(Stored items)
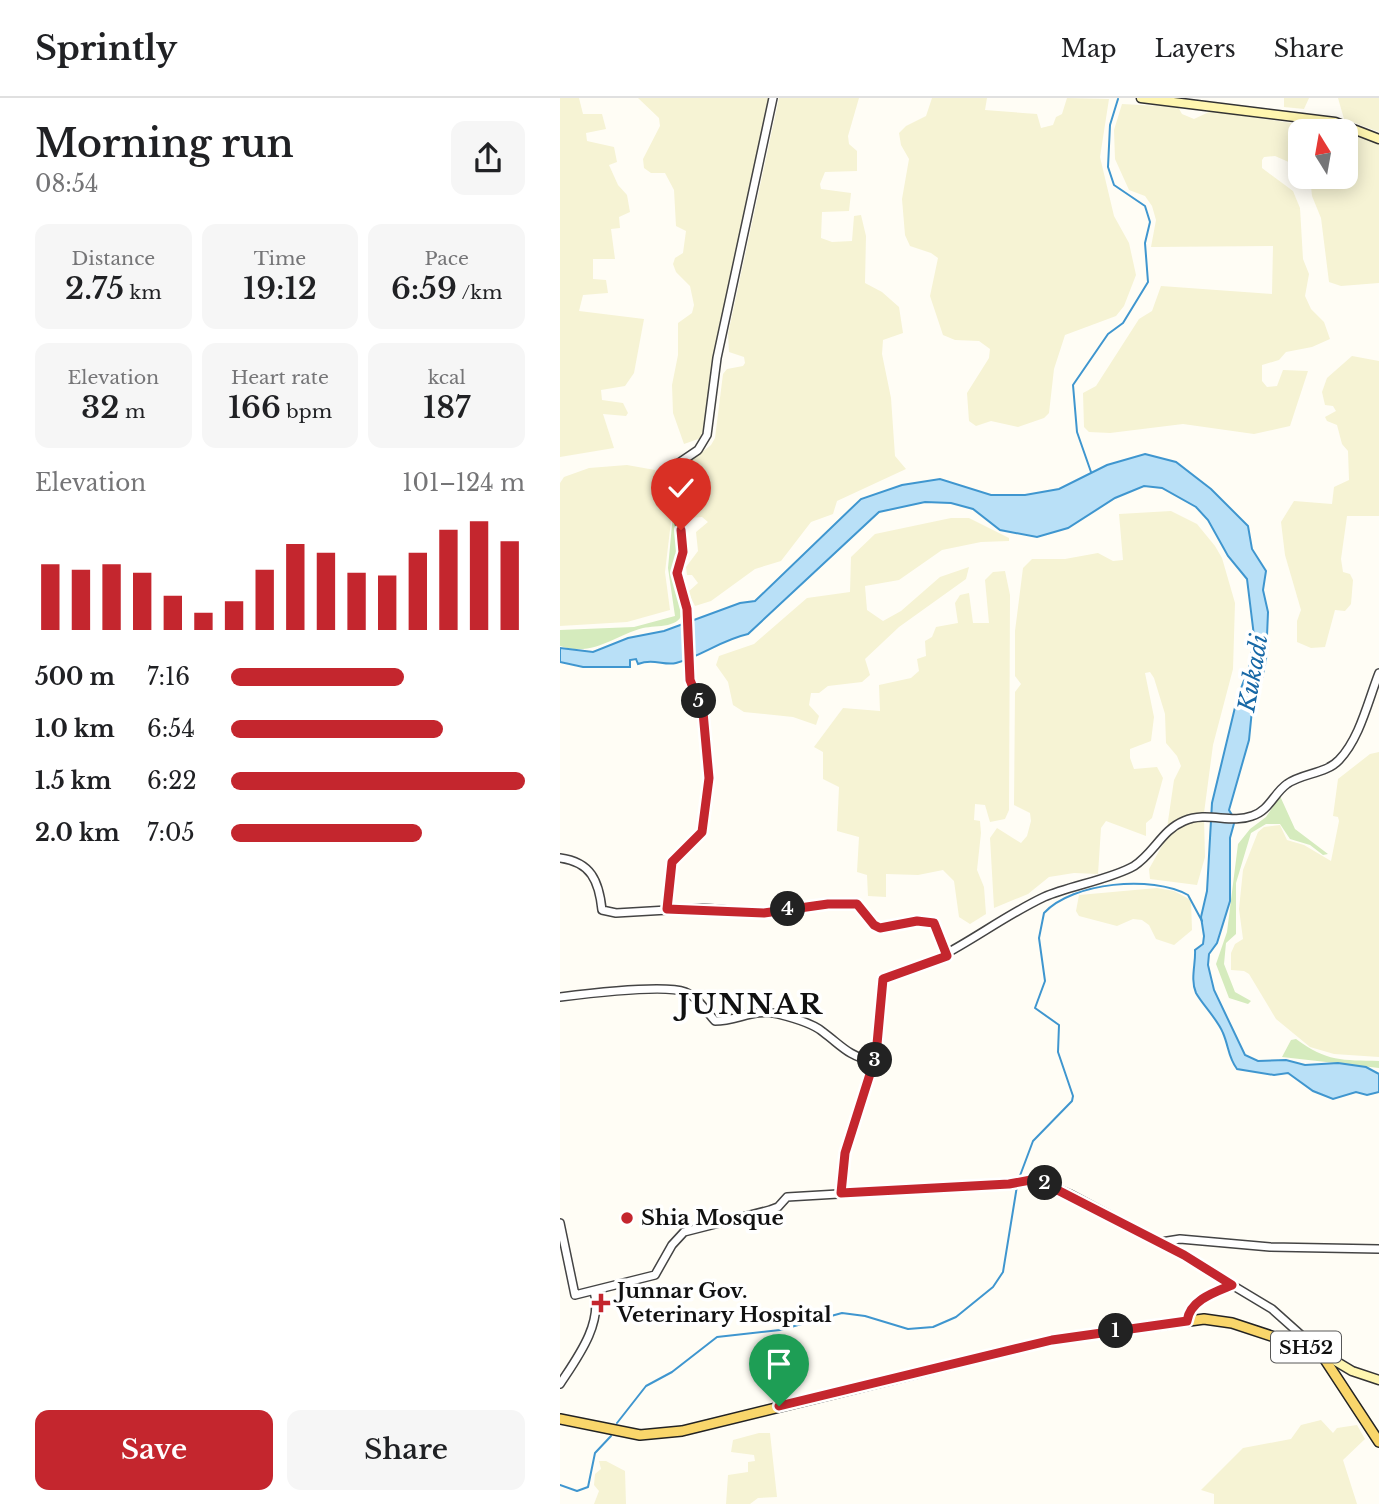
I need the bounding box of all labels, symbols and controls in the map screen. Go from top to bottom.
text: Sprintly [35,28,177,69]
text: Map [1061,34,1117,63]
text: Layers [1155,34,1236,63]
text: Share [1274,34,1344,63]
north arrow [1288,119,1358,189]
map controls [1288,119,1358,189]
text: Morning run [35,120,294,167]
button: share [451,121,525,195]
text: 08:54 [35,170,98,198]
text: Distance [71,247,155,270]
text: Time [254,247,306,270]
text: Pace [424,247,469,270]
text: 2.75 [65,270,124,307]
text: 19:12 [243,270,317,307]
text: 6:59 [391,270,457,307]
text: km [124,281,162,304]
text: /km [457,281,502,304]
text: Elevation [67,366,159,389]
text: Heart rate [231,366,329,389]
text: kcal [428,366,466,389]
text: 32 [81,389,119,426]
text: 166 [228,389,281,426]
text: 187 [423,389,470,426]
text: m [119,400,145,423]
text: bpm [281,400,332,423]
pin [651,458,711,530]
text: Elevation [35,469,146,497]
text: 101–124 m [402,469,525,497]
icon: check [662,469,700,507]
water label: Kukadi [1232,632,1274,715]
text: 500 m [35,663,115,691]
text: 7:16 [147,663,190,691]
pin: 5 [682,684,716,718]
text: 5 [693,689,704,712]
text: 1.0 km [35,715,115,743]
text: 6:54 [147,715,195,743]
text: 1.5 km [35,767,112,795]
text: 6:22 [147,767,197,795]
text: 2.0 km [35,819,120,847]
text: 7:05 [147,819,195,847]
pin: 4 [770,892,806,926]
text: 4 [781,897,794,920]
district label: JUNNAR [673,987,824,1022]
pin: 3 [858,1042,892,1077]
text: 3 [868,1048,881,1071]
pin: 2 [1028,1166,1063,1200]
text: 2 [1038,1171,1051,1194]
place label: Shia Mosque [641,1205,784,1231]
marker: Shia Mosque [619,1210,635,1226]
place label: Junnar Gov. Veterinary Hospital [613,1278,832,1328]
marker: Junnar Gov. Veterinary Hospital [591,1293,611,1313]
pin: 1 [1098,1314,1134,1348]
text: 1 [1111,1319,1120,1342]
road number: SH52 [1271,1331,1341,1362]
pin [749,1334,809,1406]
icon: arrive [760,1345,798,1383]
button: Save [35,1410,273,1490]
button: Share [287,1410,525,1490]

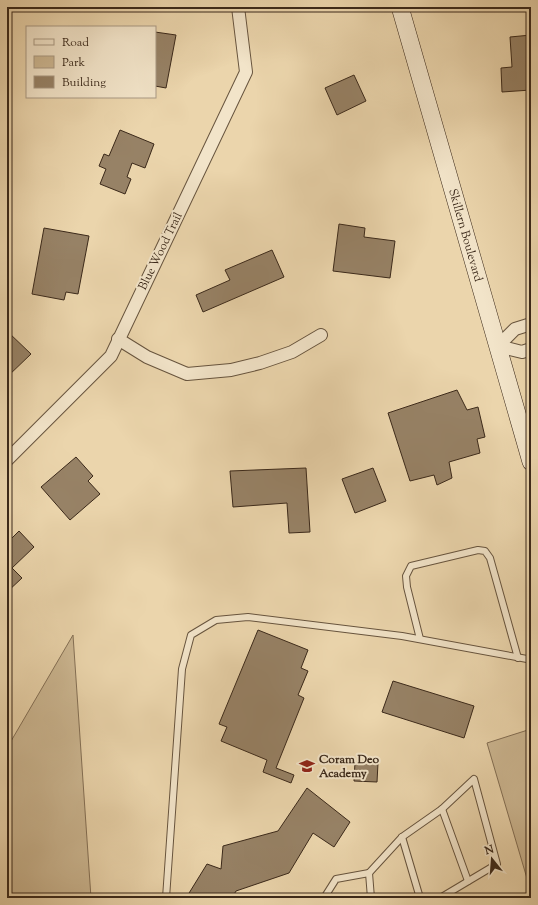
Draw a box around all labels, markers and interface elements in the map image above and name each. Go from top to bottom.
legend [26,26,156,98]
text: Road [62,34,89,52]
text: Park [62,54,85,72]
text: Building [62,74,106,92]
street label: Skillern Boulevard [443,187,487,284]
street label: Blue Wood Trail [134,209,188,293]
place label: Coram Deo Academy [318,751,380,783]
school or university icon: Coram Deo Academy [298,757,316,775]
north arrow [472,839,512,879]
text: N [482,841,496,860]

Task prompt: The answer is to be the lines from the one holding "Draw a box around" through the end of the data above, transcribed character for character, both ends included.

Result for this exercise:
Draw a box around all labels, markers and interface elements in the map image above and name each. Go from top to bottom.
legend [26,26,156,98]
text: Road [62,34,89,52]
text: Park [62,54,85,72]
text: Building [62,74,106,92]
street label: Skillern Boulevard [443,187,487,284]
street label: Blue Wood Trail [134,209,188,293]
place label: Coram Deo Academy [318,751,380,783]
school or university icon: Coram Deo Academy [298,757,316,775]
north arrow [472,839,512,879]
text: N [482,841,496,860]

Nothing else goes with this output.